Mountains + night = bad news

I live just East of the Front Range (south of Fort Collins), fly professionally, was trained in the military, and have given multiple mountain checkouts. I will not fly a GA airplane into the mountains at night. Sparky Imeson, author of the Mountain Flying Bible, died in his own A/C in the mountains during the daytime. Night/low vis just takes away too many of your escape options. Let's be careful out there.


David
 
Dark night flying can be - as you and JFK jr found out - flying solely by reference to instruments. Some countries, like Mexico, simply do not allow vfr at night.

Did you have a plan if the GRT quit?
 
Yup

Just landed after a flight home from Lake Powell. It was the same for me for half the flight. Even the flight down on Thursday morning was crazy during the day. I left early with a low sun in the horizon and there was so much smoke it was hard to see the horizon looking straight ahead.
The smoke really makes it difficult.
 
Night Mountain Flying

I did a single engine, clear and moonless night, in the winter, "VFR" flight here in the mountains with a zillion hour CFII just to see what it was like.

We flew out on instruments and once we got away from the normal city lights, we turned the panel down completely and flew solely by outside reference.

The few stars were quickly confused with random lights on the mountains. There were simply not enough visual references to even keep the wings level. Holding any kind of consistent bank angle in a turn was hit or miss. There was no way to visually navigate at all. No way to visually locate a place to land. Had the engine failed, I would have had to trim for the slowest possible speed and pray.

I intellectually agreed with David's list before this flight, but I was a true believer afterwards!
 
Don't forget fuel.

No night flying over mountainous terrain for me and my family unless it is an absolute emergency. It is difficult enough in the daytime to find a level patch.



Man, that's harder flying than I'd care to tackle.

Short discussion here - and I'm certainly not trying to throw bricks.
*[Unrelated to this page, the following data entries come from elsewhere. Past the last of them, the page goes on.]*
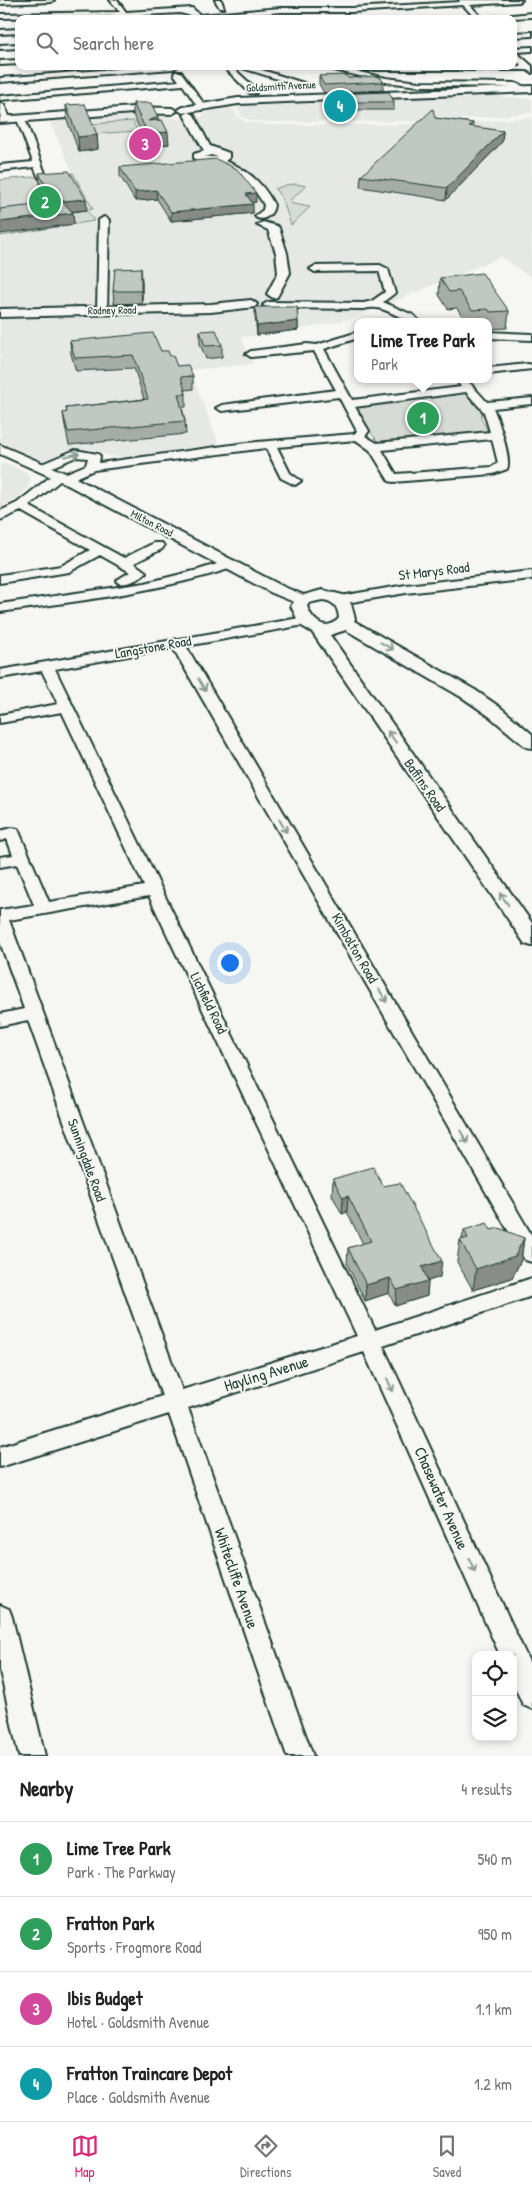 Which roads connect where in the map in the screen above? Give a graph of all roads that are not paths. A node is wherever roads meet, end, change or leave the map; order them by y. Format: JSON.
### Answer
{"nodes":[{"id":1,"x":51,"y":0,"type":"edge"},
{"id":2,"x":113,"y":0,"type":"edge"},
{"id":3,"x":171,"y":0,"type":"edge"},
{"id":4,"x":218,"y":0,"type":"edge"},
{"id":5,"x":325,"y":0,"type":"edge"},
{"id":6,"x":374,"y":0,"type":"edge"},
{"id":7,"x":519,"y":0,"type":"edge"},
{"id":8,"x":0,"y":2,"type":"edge"},
{"id":9,"x":464,"y":2,"type":"edge"},
{"id":10,"x":421,"y":3,"type":"edge"},
{"id":11,"x":278,"y":5,"type":"edge"},
{"id":12,"x":380,"y":8,"type":"junction"},
{"id":13,"x":331,"y":10,"type":"junction"},
{"id":14,"x":179,"y":12,"type":"junction"},
{"id":15,"x":124,"y":15,"type":"edge"},
{"id":16,"x":167,"y":15,"type":"edge"},
{"id":17,"x":198,"y":15,"type":"edge"},
{"id":18,"x":476,"y":15,"type":"edge"},
{"id":19,"x":532,"y":15,"type":"edge"},
{"id":20,"x":0,"y":16,"type":"edge"},
{"id":21,"x":15,"y":16,"type":"edge"},
{"id":22,"x":517,"y":17,"type":"edge"},
{"id":23,"x":15,"y":31,"type":"edge"},
{"id":24,"x":0,"y":32,"type":"edge"},
{"id":25,"x":532,"y":34,"type":"edge"},
{"id":26,"x":517,"y":35,"type":"edge"},
{"id":27,"x":15,"y":46,"type":"edge"},
{"id":28,"x":0,"y":47,"type":"edge"},
{"id":29,"x":532,"y":49,"type":"edge"},
{"id":30,"x":517,"y":51,"type":"edge"},
{"id":31,"x":517,"y":55,"type":"edge"},
{"id":32,"x":15,"y":62,"type":"edge"},
{"id":33,"x":0,"y":63,"type":"edge"},
{"id":34,"x":517,"y":69,"type":"edge"},
{"id":35,"x":531,"y":69,"type":"edge"},
{"id":36,"x":133,"y":70,"type":"edge"},
{"id":37,"x":175,"y":70,"type":"edge"},
{"id":38,"x":231,"y":70,"type":"edge"},
{"id":39,"x":254,"y":70,"type":"edge"},
{"id":40,"x":336,"y":70,"type":"edge"},
{"id":41,"x":0,"y":80,"type":"edge"},
{"id":42,"x":185,"y":83,"type":"junction"},
{"id":43,"x":306,"y":85,"type":"dead end"},
{"id":44,"x":494,"y":87,"type":"junction"},
{"id":45,"x":529,"y":89,"type":"edge"},
{"id":46,"x":256,"y":95,"type":"junction"},
{"id":47,"x":0,"y":98,"type":"edge"},
{"id":48,"x":200,"y":104,"type":"dead end"},
{"id":49,"x":0,"y":105,"type":"edge"},
{"id":50,"x":181,"y":113,"type":"junction"},
{"id":51,"x":21,"y":119,"type":"junction"},
{"id":52,"x":4,"y":120,"type":"edge"},
{"id":53,"x":215,"y":156,"type":"junction"},
{"id":54,"x":37,"y":164,"type":"junction"},
{"id":55,"x":0,"y":168,"type":"edge"},
{"id":56,"x":42,"y":176,"type":"edge"},
{"id":57,"x":104,"y":220,"type":"dead end"},
{"id":58,"x":316,"y":270,"type":"dead end"},
{"id":59,"x":262,"y":297,"type":"junction"},
{"id":60,"x":376,"y":303,"type":"junction"},
{"id":61,"x":102,"y":310,"type":"junction"},
{"id":62,"x":0,"y":313,"type":"edge"},
{"id":63,"x":410,"y":318,"type":"edge"},
{"id":64,"x":492,"y":336,"type":"edge"},
{"id":65,"x":354,"y":337,"type":"edge"},
{"id":66,"x":532,"y":337,"type":"edge"},
{"id":67,"x":320,"y":347,"type":"junction"},
{"id":68,"x":251,"y":354,"type":"dead end"},
{"id":69,"x":494,"y":358,"type":"dead end"},
{"id":70,"x":528,"y":367,"type":"dead end"},
{"id":71,"x":503,"y":369,"type":"junction"},
{"id":72,"x":492,"y":370,"type":"edge"},
{"id":73,"x":464,"y":383,"type":"edge"},
{"id":74,"x":468,"y":389,"type":"junction"},
{"id":75,"x":343,"y":393,"type":"junction"},
{"id":76,"x":532,"y":401,"type":"edge"},
{"id":77,"x":349,"y":404,"type":"junction"},
{"id":78,"x":484,"y":406,"type":"junction"},
{"id":79,"x":222,"y":408,"type":"dead end"},
{"id":80,"x":496,"y":435,"type":"junction"},
{"id":81,"x":357,"y":437,"type":"junction"},
{"id":82,"x":270,"y":445,"type":"junction"},
{"id":83,"x":375,"y":447,"type":"junction"},
{"id":84,"x":0,"y":449,"type":"edge"},
{"id":85,"x":93,"y":461,"type":"junction"},
{"id":86,"x":41,"y":468,"type":"junction"},
{"id":87,"x":62,"y":477,"type":"junction"},
{"id":88,"x":296,"y":481,"type":"dead end"},
{"id":89,"x":21,"y":506,"type":"junction"},
{"id":90,"x":0,"y":516,"type":"edge"},
{"id":91,"x":158,"y":546,"type":"dead end"},
{"id":92,"x":99,"y":550,"type":"junction"},
{"id":93,"x":124,"y":563,"type":"junction"},
{"id":94,"x":230,"y":564,"type":"junction"},
{"id":95,"x":532,"y":575,"type":"edge"},
{"id":96,"x":0,"y":579,"type":"edge"},
{"id":97,"x":123,"y":580,"type":"dead end"},
{"id":98,"x":303,"y":600,"type":"junction"},
{"id":99,"x":340,"y":600,"type":"junction"},
{"id":100,"x":0,"y":608,"type":"edge"},
{"id":101,"x":344,"y":624,"type":"junction"},
{"id":102,"x":312,"y":626,"type":"junction"},
{"id":103,"x":177,"y":643,"type":"junction"},
{"id":104,"x":47,"y":666,"type":"junction"},
{"id":105,"x":0,"y":674,"type":"edge"},
{"id":106,"x":68,"y":707,"type":"junction"},
{"id":107,"x":0,"y":719,"type":"edge"},
{"id":108,"x":532,"y":743,"type":"edge"},
{"id":109,"x":0,"y":836,"type":"edge"},
{"id":110,"x":22,"y":858,"type":"junction"},
{"id":111,"x":0,"y":862,"type":"edge"},
{"id":112,"x":155,"y":889,"type":"junction"},
{"id":113,"x":43,"y":907,"type":"junction"},
{"id":114,"x":0,"y":918,"type":"edge"},
{"id":115,"x":532,"y":939,"type":"edge"},
{"id":116,"x":33,"y":1013,"type":"junction"},
{"id":117,"x":0,"y":1020,"type":"edge"},
{"id":118,"x":532,"y":1254,"type":"edge"},
{"id":119,"x":532,"y":1287,"type":"edge"},
{"id":120,"x":370,"y":1341,"type":"junction"},
{"id":121,"x":175,"y":1401,"type":"junction"},
{"id":122,"x":0,"y":1457,"type":"edge"},
{"id":123,"x":0,"y":1617,"type":"edge"},
{"id":124,"x":511,"y":1651,"type":"edge"},
{"id":125,"x":517,"y":1664,"type":"edge"},
{"id":126,"x":532,"y":1696,"type":"edge"},
{"id":127,"x":32,"y":1756,"type":"edge"},
{"id":128,"x":300,"y":1756,"type":"edge"}],
"edges":[{"from":1,"to":8,"type":"street"},
{"from":2,"to":15,"type":"street"},
{"from":3,"to":14,"type":"street"},
{"from":4,"to":11,"type":"street"},
{"from":5,"to":13,"type":"street"},
{"from":6,"to":12,"type":"street"},
{"from":7,"to":9,"type":"street"},
{"from":9,"to":10,"type":"street"},
{"from":9,"to":18,"type":"street"},
{"from":10,"to":12,"type":"street"},
{"from":11,"to":13,"type":"street"},
{"from":11,"to":17,"type":"street"},
{"from":12,"to":13,"type":"street"},
{"from":14,"to":16,"type":"street"},
{"from":14,"to":17,"type":"street"},
{"from":19,"to":22,"type":"street"},
{"from":20,"to":21,"type":"street"},
{"from":23,"to":24,"type":"street"},
{"from":25,"to":26,"type":"street"},
{"from":27,"to":28,"type":"street"},
{"from":29,"to":30,"type":"street"},
{"from":31,"to":35,"type":"street"},
{"from":32,"to":33,"type":"street"},
{"from":34,"to":35,"type":"street"},
{"from":36,"to":41,"type":"street"},
{"from":37,"to":42,"type":"street"},
{"from":38,"to":46,"type":"street"},
{"from":39,"to":43,"type":"street"},
{"from":40,"to":44,"type":"street"},
{"from":42,"to":47,"type":"street"},
{"from":42,"to":48,"type":"street"},
{"from":44,"to":45,"type":"main road","name":"Goldsmith Avenue"},
{"from":44,"to":46,"type":"main road","name":"Goldsmith Avenue"},
{"from":46,"to":50,"type":"main road","name":"Goldsmith Avenue"},
{"from":49,"to":52,"type":"street"},
{"from":50,"to":51,"type":"main road"},
{"from":50,"to":53,"type":"main road"},
{"from":50,"to":53,"type":"main road"},
{"from":51,"to":52,"type":"main road"},
{"from":51,"to":54,"type":"street"},
{"from":53,"to":59,"type":"main road"},
{"from":54,"to":55,"type":"street"},
{"from":54,"to":56,"type":"street"},
{"from":57,"to":61,"type":"street"},
{"from":58,"to":60,"type":"street"},
{"from":59,"to":60,"type":"street"},
{"from":59,"to":61,"type":"main road","name":"Rodney Road"},
{"from":60,"to":63,"type":"street"},
{"from":61,"to":62,"type":"main road","name":"Rodney Road"},
{"from":64,"to":66,"type":"street"},
{"from":65,"to":67,"type":"street"},
{"from":67,"to":68,"type":"street"},
{"from":67,"to":75,"type":"street"},
{"from":69,"to":71,"type":"street"},
{"from":70,"to":71,"type":"street"},
{"from":71,"to":72,"type":"street"},
{"from":73,"to":74,"type":"street"},
{"from":74,"to":77,"type":"street"},
{"from":74,"to":78,"type":"street"},
{"from":75,"to":77,"type":"street"},
{"from":75,"to":79,"type":"street"},
{"from":76,"to":78,"type":"street"},
{"from":77,"to":81,"type":"street"},
{"from":78,"to":80,"type":"street"},
{"from":80,"to":83,"type":"street"},
{"from":80,"to":83,"type":"street"},
{"from":81,"to":82,"type":"street"},
{"from":81,"to":83,"type":"street"},
{"from":82,"to":85,"type":"street"},
{"from":82,"to":88,"type":"street"},
{"from":84,"to":86,"type":"main road","name":"Milton Road"},
{"from":86,"to":85,"type":"street","one_way":true},
{"from":85,"to":87,"type":"street"},
{"from":86,"to":87,"type":"main road","name":"Milton Road"},
{"from":87,"to":89,"type":"street"},
{"from":87,"to":94,"type":"main road","name":"Milton Road"},
{"from":89,"to":90,"type":"street"},
{"from":89,"to":92,"type":"street"},
{"from":91,"to":93,"type":"street"},
{"from":92,"to":93,"type":"street"},
{"from":92,"to":96,"type":"street"},
{"from":93,"to":97,"type":"street"},
{"from":94,"to":98,"type":"main road","name":"Milton Road"},
{"from":94,"to":100,"type":"street"},
{"from":95,"to":99,"type":"street","name":"St Marys Road"},
{"from":98,"to":99,"type":"main road"},
{"from":98,"to":102,"type":"main road"},
{"from":99,"to":101,"type":"main road"},
{"from":101,"to":102,"type":"main road"},
{"from":101,"to":108,"type":"main road","one_way":true},
{"from":102,"to":103,"type":"street","name":"Langstone Road"},
{"from":115,"to":102,"type":"main road","name":"Baffins Road","one_way":true},
{"from":103,"to":104,"type":"street","name":"Langstone Road"},
{"from":103,"to":118,"type":"street","name":"Kimbolton Road","one_way":true},
{"from":104,"to":105,"type":"street","name":"Langstone Road"},
{"from":104,"to":106,"type":"street","name":"Lichfield Road"},
{"from":106,"to":107,"type":"street"},
{"from":106,"to":112,"type":"street","name":"Lichfield Road"},
{"from":109,"to":110,"type":"street"},
{"from":110,"to":111,"type":"street"},
{"from":110,"to":113,"type":"street"},
{"from":112,"to":113,"type":"street"},
{"from":112,"to":120,"type":"street","name":"Lichfield Road"},
{"from":113,"to":114,"type":"street"},
{"from":114,"to":116,"type":"street","name":"Sunningdale Road"},
{"from":116,"to":117,"type":"street"},
{"from":116,"to":121,"type":"street","name":"Sunningdale Road"},
{"from":119,"to":120,"type":"street","name":"Hayling Avenue"},
{"from":120,"to":121,"type":"street","name":"Hayling Avenue"},
{"from":120,"to":124,"type":"street","name":"Chasewater Avenue","one_way":true},
{"from":121,"to":122,"type":"street","name":"Hayling Avenue"},
{"from":121,"to":128,"type":"street","name":"Whitecliffe Avenue"},
{"from":123,"to":127,"type":"street"},
{"from":125,"to":126,"type":"street","name":"Chasewater Avenue"}]}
You had sufficient experience and equipment to bring it off and you succeeded.

I was told once that of these:

Single engine,
Night,
Bad weather,
Bad terrain,

"You can safely do any two," the guy said. And that's what I use as a guide to help manage my risk.

Enjoy Colorado!

Dave
 
No night flying over mountainous terrain for me and my family unless it is an absolute emergency. It is difficult enough in the daytime to find a level patch.

The place you are at will be nuked unless you leave. Even then there are rental cars.

Get-there-itis is bad.
 
Man, that's harder flying than I'd care to tackle.

Short discussion here - and I'm certainly not trying to throw bricks. You had sufficient experience and equipment to bring it off and you succeeded.

I was told once that of these:

Single engine,
Night,
Bad weather,
Bad terrain,

"You can safely do any two," the guy said. And that's what I use as a guide to help manage my risk.

Enjoy Colorado!

Dave

in a lot of twins I'd say that night and two engines over the Rockies is probably more dangerous than night and single engine over the Rockies.

I prefer the rule to be pick any one of the following:

Night
IMC
Bad terrain

Night over the Rockies is not in my play book. I'm with Ron on this.